(Dataset extract)
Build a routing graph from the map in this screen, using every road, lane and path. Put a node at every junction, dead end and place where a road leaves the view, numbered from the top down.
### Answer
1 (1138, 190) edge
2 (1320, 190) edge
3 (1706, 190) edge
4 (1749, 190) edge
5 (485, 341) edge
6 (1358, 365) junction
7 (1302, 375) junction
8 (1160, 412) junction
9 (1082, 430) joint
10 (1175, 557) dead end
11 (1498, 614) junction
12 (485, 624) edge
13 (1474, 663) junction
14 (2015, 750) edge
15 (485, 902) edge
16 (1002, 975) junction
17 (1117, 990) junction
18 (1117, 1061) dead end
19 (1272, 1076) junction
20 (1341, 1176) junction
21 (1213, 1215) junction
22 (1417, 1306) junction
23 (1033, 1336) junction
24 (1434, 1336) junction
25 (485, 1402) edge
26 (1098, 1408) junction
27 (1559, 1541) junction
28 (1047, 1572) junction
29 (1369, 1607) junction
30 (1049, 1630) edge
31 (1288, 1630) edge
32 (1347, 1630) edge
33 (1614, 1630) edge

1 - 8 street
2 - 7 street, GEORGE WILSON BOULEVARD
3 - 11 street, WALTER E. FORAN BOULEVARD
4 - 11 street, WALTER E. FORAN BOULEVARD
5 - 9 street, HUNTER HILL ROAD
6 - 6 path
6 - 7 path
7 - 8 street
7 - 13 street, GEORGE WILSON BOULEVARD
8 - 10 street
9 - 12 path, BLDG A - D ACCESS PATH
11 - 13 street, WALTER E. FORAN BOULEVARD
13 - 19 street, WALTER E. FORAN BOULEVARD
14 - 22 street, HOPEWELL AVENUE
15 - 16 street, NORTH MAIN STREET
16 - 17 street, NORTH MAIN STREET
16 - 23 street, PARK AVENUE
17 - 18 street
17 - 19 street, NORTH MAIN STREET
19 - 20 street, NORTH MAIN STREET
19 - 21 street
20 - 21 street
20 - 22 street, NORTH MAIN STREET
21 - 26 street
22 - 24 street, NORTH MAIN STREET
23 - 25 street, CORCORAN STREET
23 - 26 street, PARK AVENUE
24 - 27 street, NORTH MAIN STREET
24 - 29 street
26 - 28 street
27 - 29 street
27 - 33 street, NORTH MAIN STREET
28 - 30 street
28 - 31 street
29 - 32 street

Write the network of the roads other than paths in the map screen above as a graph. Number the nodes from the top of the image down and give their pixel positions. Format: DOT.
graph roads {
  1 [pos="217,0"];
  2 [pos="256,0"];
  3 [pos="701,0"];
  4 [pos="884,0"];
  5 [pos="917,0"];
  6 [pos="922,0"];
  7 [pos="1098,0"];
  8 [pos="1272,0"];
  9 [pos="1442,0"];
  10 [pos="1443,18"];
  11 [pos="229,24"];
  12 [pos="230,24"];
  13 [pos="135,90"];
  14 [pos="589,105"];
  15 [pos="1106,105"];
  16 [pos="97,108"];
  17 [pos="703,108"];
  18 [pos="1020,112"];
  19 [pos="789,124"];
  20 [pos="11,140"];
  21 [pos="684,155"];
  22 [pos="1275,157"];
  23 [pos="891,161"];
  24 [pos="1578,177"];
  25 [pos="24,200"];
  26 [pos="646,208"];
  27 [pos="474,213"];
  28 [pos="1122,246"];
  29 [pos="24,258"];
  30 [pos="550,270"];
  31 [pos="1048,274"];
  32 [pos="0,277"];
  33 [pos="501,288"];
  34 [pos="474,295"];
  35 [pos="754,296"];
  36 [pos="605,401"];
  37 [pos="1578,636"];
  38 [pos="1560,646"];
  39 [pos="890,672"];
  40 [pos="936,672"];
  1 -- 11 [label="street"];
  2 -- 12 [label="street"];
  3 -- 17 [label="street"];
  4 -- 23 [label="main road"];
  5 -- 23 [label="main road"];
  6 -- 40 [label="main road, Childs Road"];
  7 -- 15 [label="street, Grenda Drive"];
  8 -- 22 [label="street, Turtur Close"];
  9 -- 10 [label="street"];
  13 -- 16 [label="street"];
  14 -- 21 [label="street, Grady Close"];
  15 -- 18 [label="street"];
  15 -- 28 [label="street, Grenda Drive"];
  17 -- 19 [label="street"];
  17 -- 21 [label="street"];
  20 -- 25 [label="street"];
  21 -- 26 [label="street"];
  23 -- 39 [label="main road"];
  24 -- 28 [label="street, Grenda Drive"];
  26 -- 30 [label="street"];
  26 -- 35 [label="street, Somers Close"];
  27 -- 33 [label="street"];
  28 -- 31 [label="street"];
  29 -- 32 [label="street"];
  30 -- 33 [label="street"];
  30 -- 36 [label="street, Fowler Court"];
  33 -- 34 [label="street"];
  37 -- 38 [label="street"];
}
(End Dataset extract)
* **How to complete this task**
Word for word, copy out all of the data shown above.

* **Result of the task**
Build a routing graph from the map in this screen, using every road, lane and path. Put a node at every junction, dead end and place where a road leaves the view, numbered from the top down.
### Answer
1 (1138, 190) edge
2 (1320, 190) edge
3 (1706, 190) edge
4 (1749, 190) edge
5 (485, 341) edge
6 (1358, 365) junction
7 (1302, 375) junction
8 (1160, 412) junction
9 (1082, 430) joint
10 (1175, 557) dead end
11 (1498, 614) junction
12 (485, 624) edge
13 (1474, 663) junction
14 (2015, 750) edge
15 (485, 902) edge
16 (1002, 975) junction
17 (1117, 990) junction
18 (1117, 1061) dead end
19 (1272, 1076) junction
20 (1341, 1176) junction
21 (1213, 1215) junction
22 (1417, 1306) junction
23 (1033, 1336) junction
24 (1434, 1336) junction
25 (485, 1402) edge
26 (1098, 1408) junction
27 (1559, 1541) junction
28 (1047, 1572) junction
29 (1369, 1607) junction
30 (1049, 1630) edge
31 (1288, 1630) edge
32 (1347, 1630) edge
33 (1614, 1630) edge

1 - 8 street
2 - 7 street, GEORGE WILSON BOULEVARD
3 - 11 street, WALTER E. FORAN BOULEVARD
4 - 11 street, WALTER E. FORAN BOULEVARD
5 - 9 street, HUNTER HILL ROAD
6 - 6 path
6 - 7 path
7 - 8 street
7 - 13 street, GEORGE WILSON BOULEVARD
8 - 10 street
9 - 12 path, BLDG A - D ACCESS PATH
11 - 13 street, WALTER E. FORAN BOULEVARD
13 - 19 street, WALTER E. FORAN BOULEVARD
14 - 22 street, HOPEWELL AVENUE
15 - 16 street, NORTH MAIN STREET
16 - 17 street, NORTH MAIN STREET
16 - 23 street, PARK AVENUE
17 - 18 street
17 - 19 street, NORTH MAIN STREET
19 - 20 street, NORTH MAIN STREET
19 - 21 street
20 - 21 street
20 - 22 street, NORTH MAIN STREET
21 - 26 street
22 - 24 street, NORTH MAIN STREET
23 - 25 street, CORCORAN STREET
23 - 26 street, PARK AVENUE
24 - 27 street, NORTH MAIN STREET
24 - 29 street
26 - 28 street
27 - 29 street
27 - 33 street, NORTH MAIN STREET
28 - 30 street
28 - 31 street
29 - 32 street

Write the network of the roads other than paths in the map screen above as a graph. Number the nodes from the top of the image down and give their pixel positions. Format: DOT.
graph roads {
  1 [pos="217,0"];
  2 [pos="256,0"];
  3 [pos="701,0"];
  4 [pos="884,0"];
  5 [pos="917,0"];
  6 [pos="922,0"];
  7 [pos="1098,0"];
  8 [pos="1272,0"];
  9 [pos="1442,0"];
  10 [pos="1443,18"];
  11 [pos="229,24"];
  12 [pos="230,24"];
  13 [pos="135,90"];
  14 [pos="589,105"];
  15 [pos="1106,105"];
  16 [pos="97,108"];
  17 [pos="703,108"];
  18 [pos="1020,112"];
  19 [pos="789,124"];
  20 [pos="11,140"];
  21 [pos="684,155"];
  22 [pos="1275,157"];
  23 [pos="891,161"];
  24 [pos="1578,177"];
  25 [pos="24,200"];
  26 [pos="646,208"];
  27 [pos="474,213"];
  28 [pos="1122,246"];
  29 [pos="24,258"];
  30 [pos="550,270"];
  31 [pos="1048,274"];
  32 [pos="0,277"];
  33 [pos="501,288"];
  34 [pos="474,295"];
  35 [pos="754,296"];
  36 [pos="605,401"];
  37 [pos="1578,636"];
  38 [pos="1560,646"];
  39 [pos="890,672"];
  40 [pos="936,672"];
  1 -- 11 [label="street"];
  2 -- 12 [label="street"];
  3 -- 17 [label="street"];
  4 -- 23 [label="main road"];
  5 -- 23 [label="main road"];
  6 -- 40 [label="main road, Childs Road"];
  7 -- 15 [label="street, Grenda Drive"];
  8 -- 22 [label="street, Turtur Close"];
  9 -- 10 [label="street"];
  13 -- 16 [label="street"];
  14 -- 21 [label="street, Grady Close"];
  15 -- 18 [label="street"];
  15 -- 28 [label="street, Grenda Drive"];
  17 -- 19 [label="street"];
  17 -- 21 [label="street"];
  20 -- 25 [label="street"];
  21 -- 26 [label="street"];
  23 -- 39 [label="main road"];
  24 -- 28 [label="street, Grenda Drive"];
  26 -- 30 [label="street"];
  26 -- 35 [label="street, Somers Close"];
  27 -- 33 [label="street"];
  28 -- 31 [label="street"];
  29 -- 32 [label="street"];
  30 -- 33 [label="street"];
  30 -- 36 [label="street, Fowler Court"];
  33 -- 34 [label="street"];
  37 -- 38 [label="street"];
}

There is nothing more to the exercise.